Conselho Superior da Comunicação Social de Moçambique exige libertação de jornalista

O Conselho Superior da Comunicação Social de Moçambique (CSCS) exigiu hoje a libertação do jornalista Amade Abubacar, detido pelas Forças de Defesa e Segurança moçambicanas no último dia 05, no distrito de Macomia, norte do país.

"O CSCS tem acompanhado com preocupação a retenção do jornalista da Rádio Comunitária Nacedje, no distrito de Macomia, na província de Cabo Delgado", diz um comunicado daquela entidade.

A recusa das Forças de Defesa e Segurança em permitir que o jornalista tenha a assistência de um advogado representa uma flagrante violação das leis do país, acrescenta a nota.

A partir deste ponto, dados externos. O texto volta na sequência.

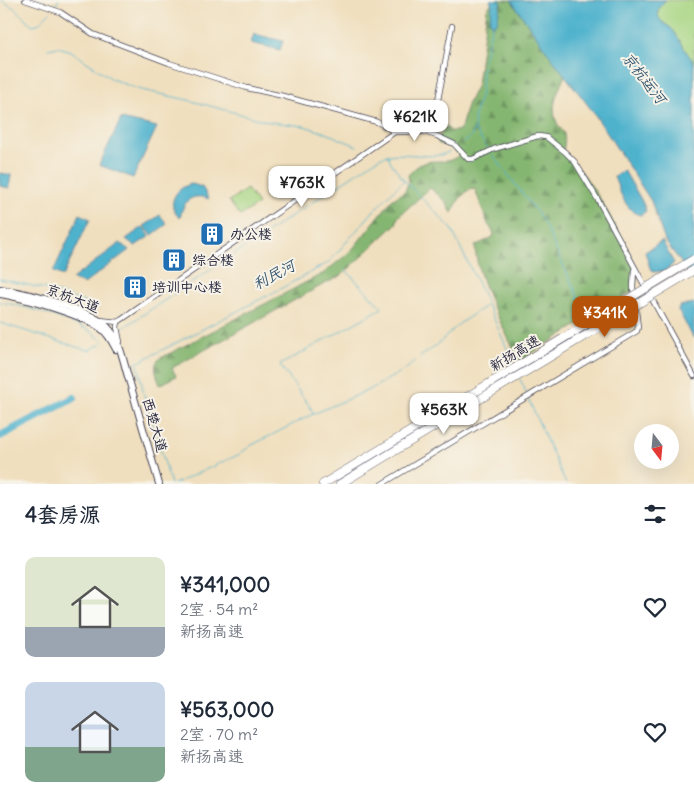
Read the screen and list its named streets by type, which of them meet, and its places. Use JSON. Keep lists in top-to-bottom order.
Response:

O CSCS repudia a posição da Polícia da República de Moçambique (PRM) em Cabo Delgado de que não se pode pronunciar sobre o caso, devido à sensibilidade do mesmo.

Amade Abubacar foi detido quando fotografava famílias que abandonavam o distrito de Macomia, com receio de ataques armados.

O porta-voz da Procuradoria Provincial de Cabo Delgado, Armando Wilson, disse à Lusa que o jornalista foi transferido na segunda-feira de uma base militar em Mueda para um comando da polícia.

De acordo com o porta-voz, o Ministério Público recebeu um auto da polícia moçambicana, através do Serviço Nacional de Investigação Criminal de Moçambique (Sernic), que acusa Amade Abubacar de "instigação pública com recurso a meios informáticos".

Segundo a fonte, Amade Abubacar poderá ser ouvido nos próximos dias pelo tribunal em Macomia.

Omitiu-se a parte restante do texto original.